The Story Of Brave And Gallant Man......
Osceola (Black Drink), also known as William Powell. The great Seminole leader, was a man of peace whom war was thrust----a
war precipitated by congressional passage of the Indian Removal Bill in 1830, which was designed to shift southeatern iIndians
to Indian Territory west of the Mississippi. Among the tribes facing removal were the Seminoles of Florida, who a majority
of had already been forced to occupy an inadequate reservation.

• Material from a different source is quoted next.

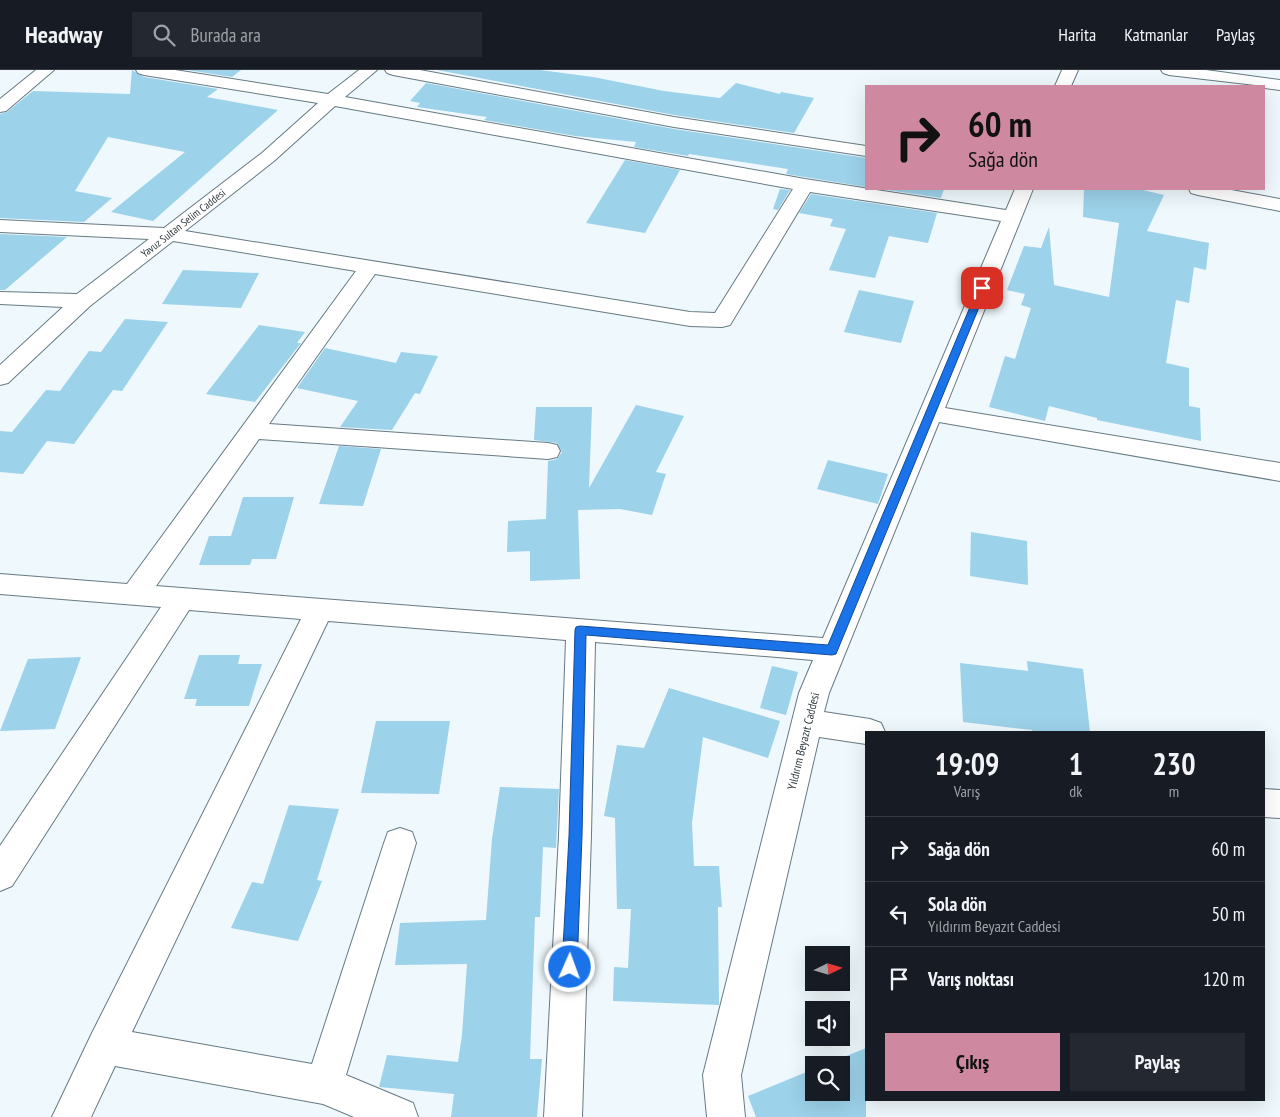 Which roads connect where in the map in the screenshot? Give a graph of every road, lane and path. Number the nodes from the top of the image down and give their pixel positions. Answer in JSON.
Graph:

Seminole resistance to removal gradually centered around the handsome, powerful, and brilliant young warrior, Asi-Yahola,
or Osceola, as white men called him. he was niether a chief nor born a Seminole. A refugee from the Creek War of
1813-1814, he had migrated from Alabama to Florida with a band of Creek fugitives. After the First Seminole war in 1818, he
joined the Seminoles, married a lovely girl called Morning Dew, and hoped for peace.
Continued and stubborn resistance to removal by Osceola and tribal chiefs led to the Second Seminole war, which began in
1835 and ended in 1842. (Actually, this bitter war never ended in formal peace!)
Osceola was the seminole war leader during the critical years. At no time were there more than 1,500 Seminoles engaged,
but the United states put 40,000 soldiers in the field during the period. The war cost the government $40 million, and the
white death toll exceeded 1,500. In one slashing attack after another, Osceola and his warriors battered white military positions,
constantly harassing the soldiers with clever guerrilla tactics.
Unlettered and untrained except through experience and rare intelligence, Osceola successfully fought the best officers
of the U.S. Army---among them Generals Duncan Clinch, Winfield Scott, E.P. Gaines, and Thomas S. Jesup.
During October 1837, General Jesup agreed to a parley with Osceola under a truce flag. Osceola attended the meeting, but
Jesup disregarded the truce flag and had the Seminole leader arrested. It was one of the blackest stains on American military
history. Osceola was imprisoned at Fort moultrie in Charleston, South Carolina, where he died of malaria on January 31, 1838,
at the age of thirty-four.
Nevertheless, many of his inspired followers carried on the conflict. His spirit, the memory opf his determination to hold
tribal lands, kept seminole bands fighting as late as 1855.
Although Osceola was captured at last through trickery, he never surrendered, and his people as a nation, were never conquered.
The war he fought was the only war the United States failed to win against the Indians.
The story of Osceola is an eloquent and inspiring testament to one man's singular courage and dedication to the cause of
his people. And it has sad and ironic parallels in twenty-first century America where the Indian is still fighting to regain
his rightful place in stature and society.